§ **TASK DIRECTIONS**
Your answer must be an exact copy of the entries below, with no pictures in it.

§ **Stored data**

=== Begin Enclosure ===

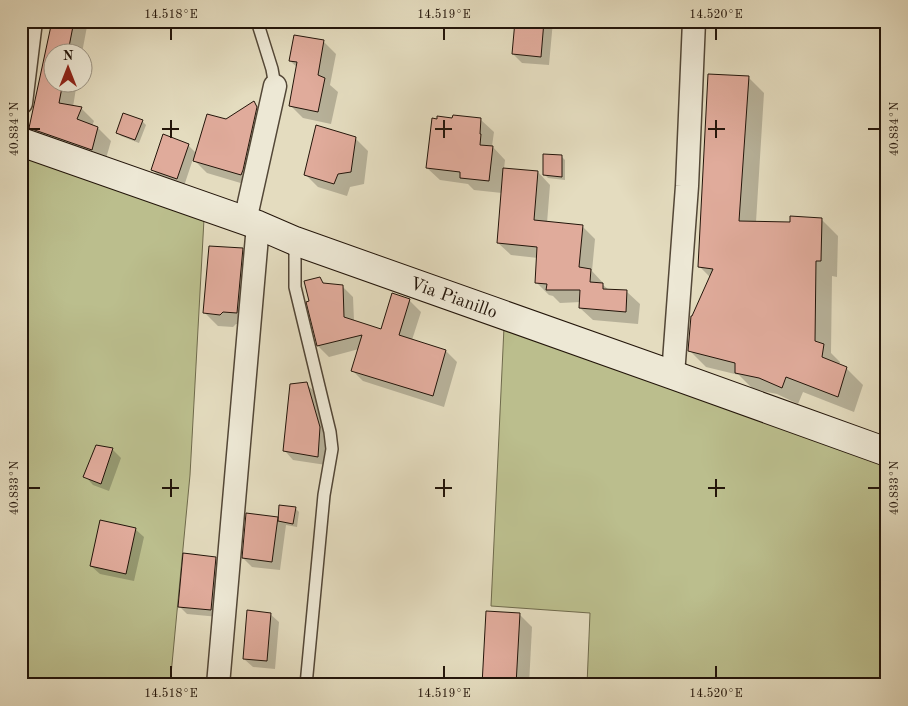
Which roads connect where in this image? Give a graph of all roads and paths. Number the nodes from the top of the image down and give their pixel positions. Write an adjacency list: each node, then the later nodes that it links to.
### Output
1 (31, 21): 5 (street)
2 (257, 21): 4 (lane)
3 (694, 21): 9 (street)
4 (275, 86): 7 (street)
5 (21, 103)
6 (21, 142): 7 (street, Via Pianillo)
7 (251, 223): 8 (street, Via Pianillo); 11 (street)
8 (295, 241): 9 (street, Via Pianillo); 12 (lane)
9 (673, 374): 10 (street, Via Pianillo)
10 (887, 452)
11 (218, 685)
12 (306, 685)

=== End Enclosure ===

§ **WORKED SOLUTION**
Which roads connect where in this image? Give a graph of all roads and paths. Number the nodes from the top of the image down and give their pixel positions. Write an adjacency list: each node, then the later nodes that it links to.
### Output
1 (31, 21): 5 (street)
2 (257, 21): 4 (lane)
3 (694, 21): 9 (street)
4 (275, 86): 7 (street)
5 (21, 103)
6 (21, 142): 7 (street, Via Pianillo)
7 (251, 223): 8 (street, Via Pianillo); 11 (street)
8 (295, 241): 9 (street, Via Pianillo); 12 (lane)
9 (673, 374): 10 (street, Via Pianillo)
10 (887, 452)
11 (218, 685)
12 (306, 685)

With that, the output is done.